I started to clean up the stuff around the area, making sure the tray was always in my sight. Noticing the water needed to be refilled, I grabbed a pitcher, opened the door into the labyrinth of hallways that made up the belly of the hotel where an ice chest stood, only to stumble upon the room service guy. He was on his way in. Here was my chance.
I told him what was up with the tray, even followed him to the table where the tray was, explaining to him that the women weren't finished yet and that they were in the bathroom. If he wanted to, I told him, he could take the food but had to absolutely positively leave the coffee. He nodded his head in acknowledgement and thinking my job was done, I headed off for my break. I did what I said I'd do, I told him what to do and he had heard me. I could stand over him to make sure he did the right thing, but that would be dicky and I didn't want to be dicky. How could he not do what I told him?
Fifteen minutes later I got back from my break and was doing rounds by the pool and was called over yet again by one of the woman. In a polite, yet pissed off tone of voice, she told me that when she and her friend got back from the bathroom, everything was gone. The food, the coffee, even the table. I apologized, told her I did everything I could. She said it was no big deal, but in that way that let me know it wasn't really alright.
I'm doing a service job. Which means my main goal is to provide service (ie- pamper their rich, spoiled massaged asses, and yes, I'm jealous much). This woman basically gave me one little request, one simple little thing, and I did it. Except for the fact that the pimply faced teenage kid playing waiter fucked it all up. I followed him out the door, told him exactly what to do, and yet he didn't do it. Any of it. And I'm the one who has to get bitched at. While it's no big deal and it's not like I got in trouble or it's not even like I care that much if I got in trouble, it's the principal of the matter.

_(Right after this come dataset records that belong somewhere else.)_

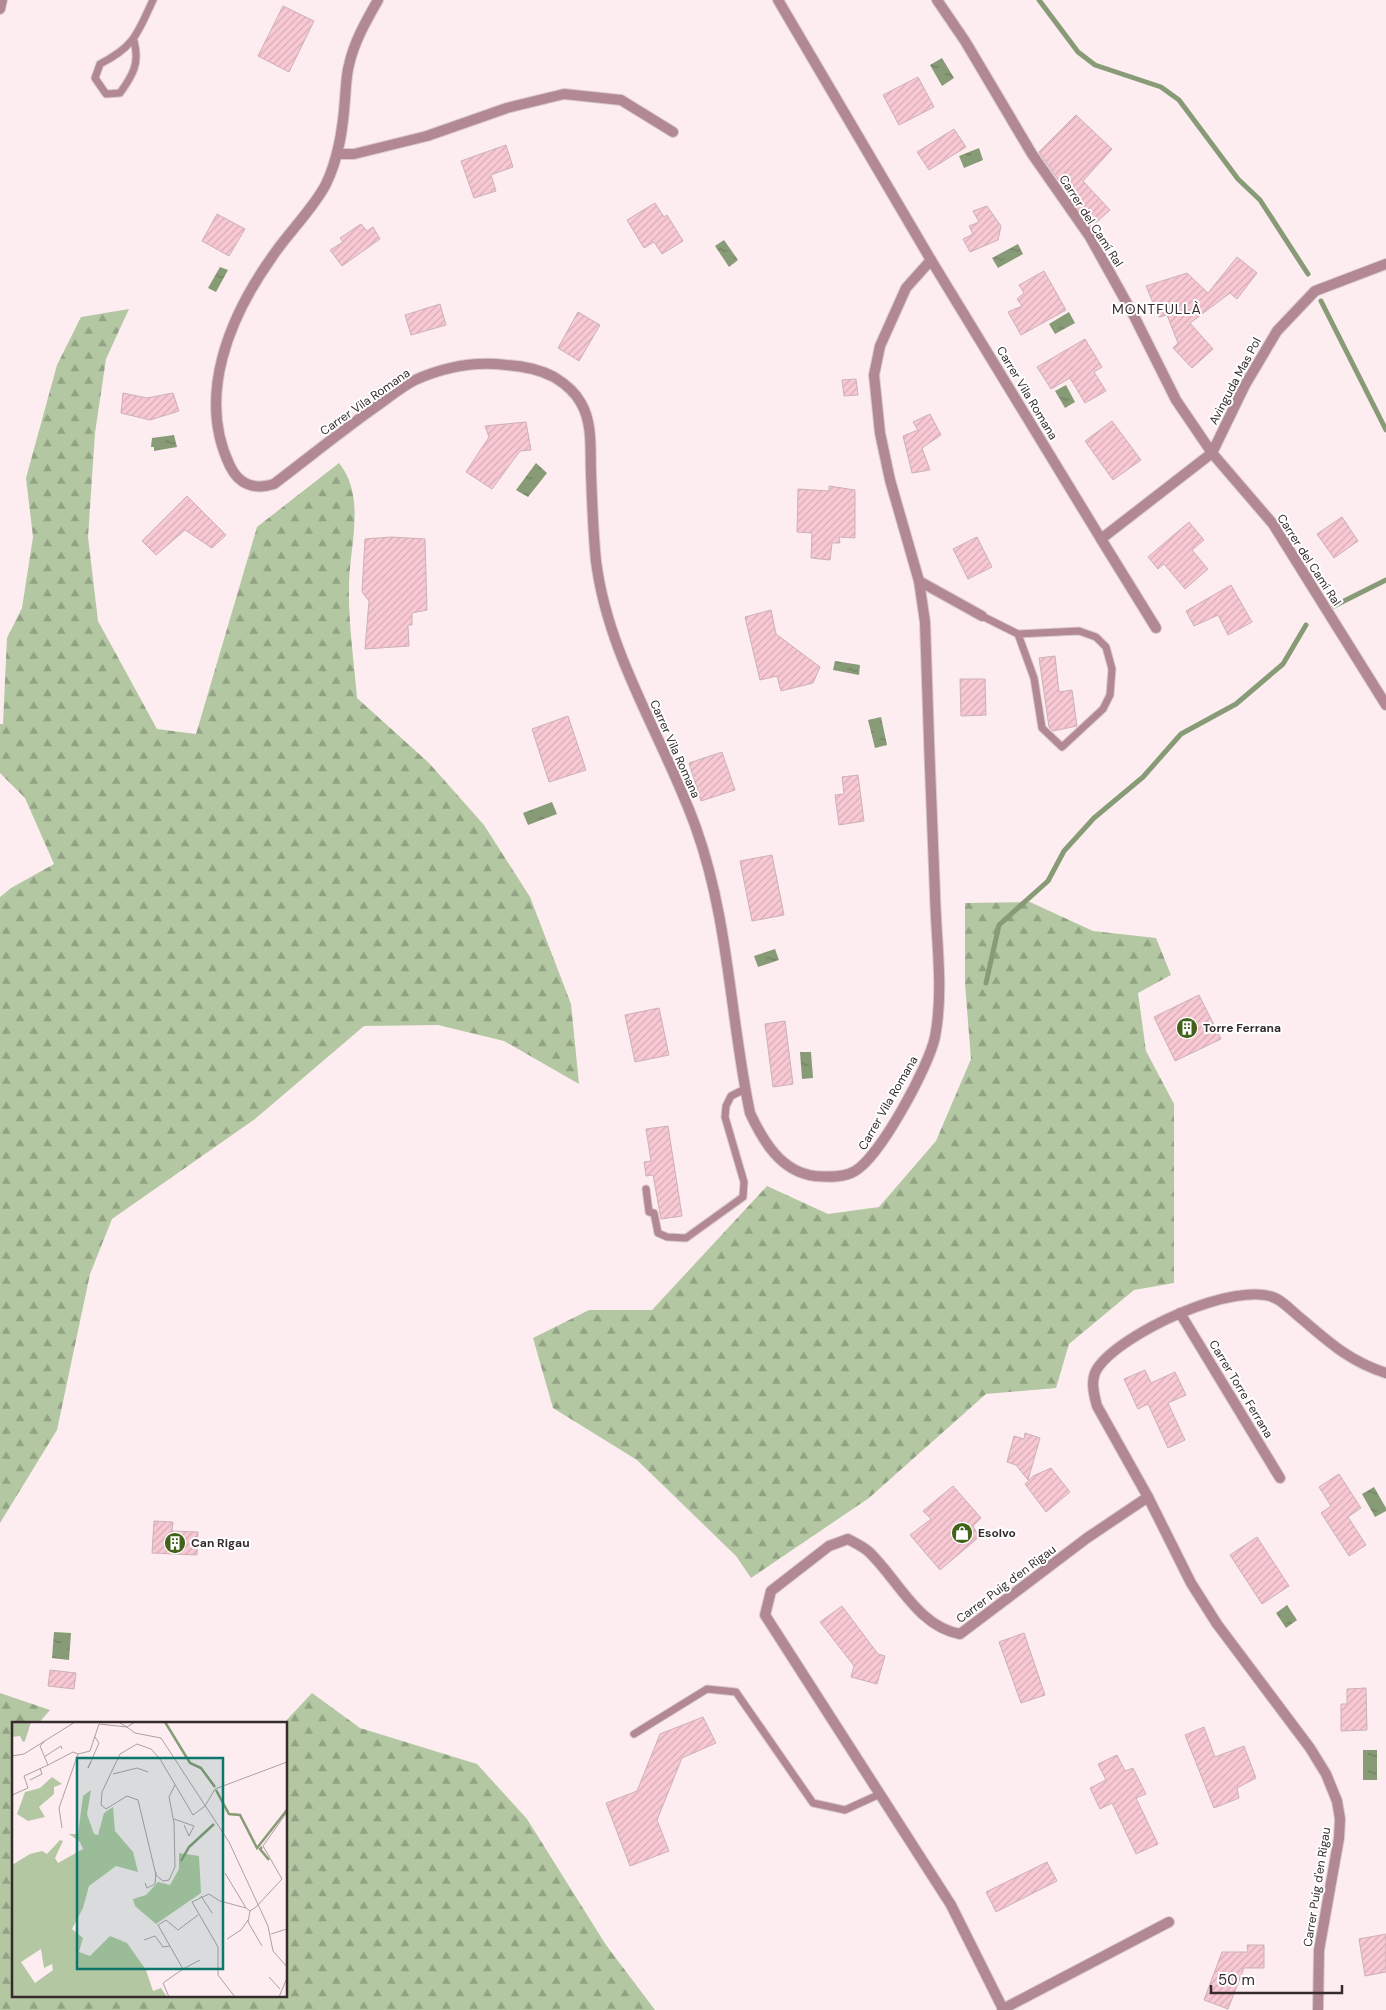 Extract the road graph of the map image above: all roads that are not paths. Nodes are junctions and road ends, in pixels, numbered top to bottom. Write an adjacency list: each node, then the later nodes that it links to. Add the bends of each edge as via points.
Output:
1 (2, 0): 6 (street)
2 (153, 0): 7 (lane)
3 (378, 0): 9 (street, Carrer Vila Romana, via 362,28 348,66)
4 (778, 0): 10 (street, Carrer Vila Romana)
5 (937, 0): 12 (street, Carrer del Camí Ral, via 1032,154 1090,237 1176,400)
6 (0, 9)
7 (134, 41): 7 (lane, via 118,55 100,64 95,78 106,94 120,93 134,74 138,56)
8 (674, 132): 9 (street, via 621,100 564,94 507,108 427,136 354,154)
9 (338, 154): 19 (street, Carrer Vila Romana, via 326,185 272,257 234,321 218,373 217,402 223,449 231,469 250,487 263,488 274,484 413,382 439,371 468,365 491,363 527,367 552,376 581,402 588,420 596,561 614,636 695,825 713,882)
10 (931, 260): 13 (street, Carrer Vila Romana); 14 (street, Carrer Vila Romana, via 906,288 880,346 874,375 880,433 890,480)
11 (1386, 264): 12 (street, Avinguda Mas Pol, via 1315,291 1277,331 1245,385)
12 (1212, 453): 13 (street); 18 (street, Carrer del Camí Ral, via 1273,524)
13 (1102, 539): 16 (street, Carrer Vila Romana)
14 (919, 581): 15 (street); 19 (street, Carrer Vila Romana, via 925,622 938,971 935,1037 926,1064 870,1159 855,1172 836,1177 812,1176 775,1155 750,1113)
15 (982, 616): 17 (lane)
16 (1156, 628)
17 (1018, 634): 17 (lane, via 1079,630 1096,637 1106,647 1112,669 1110,694 1103,709 1062,747 1042,728 1034,678)
18 (1386, 705)
19 (745, 1089): 20 (lane, via 732,1096 726,1106 725,1117 744,1182 743,1197 686,1238 667,1237 658,1232 654,1213 649,1212)
20 (646, 1189)
21 (1180, 1313): 22 (street, via 1222,1299 1254,1293 1276,1298 1340,1352 1362,1366); 23 (street, Carrer Torre Ferrana); 24 (street, via 1144,1330 1110,1353 1095,1371 1093,1390 1097,1406)
22 (1386, 1373)
23 (1280, 1478)
24 (1148, 1497): 26 (street, Carrer Puig d'en Rigau, via 1087,1538 960,1634 943,1631 920,1611 867,1550 848,1539 829,1546 771,1591 765,1615); 29 (street, Carrer Puig d'en Rigau, via 1191,1583 1217,1624 1310,1748 1337,1801 1339,1838 1319,1950)
25 (634, 1734): 26 (lane, via 707,1689 736,1692 813,1803 846,1810)
26 (880, 1794): 28 (street, Carrer Puig d'en Rigau, via 951,1905)
27 (1169, 1922): 28 (street, Carrer Puig d'en Rigau)
28 (1002, 2009)
29 (1318, 2010)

One more thing about today, it was Birthday day at the spa and the place was full of twenty-something women, all celebrating someone's birthday, girl's day out style. Out on the patio, there was a gaggle of them, all blonde and overly-skinny, drinking champagne. Mid-way through the raised champagne glass, "Happy Birthday" toast, I poked my head into the patio to make my patio round. I thus ensured that said birthday toast was completely ruined when every single one of the women turned their heads to see who had just poked their head through the door. I then proceeded to drag my ego down further notches than it's already down when, as part of my job, 36 year old unemployed me asked about seven blonde woman in bikini's if there was anything they needed me to pick up for them.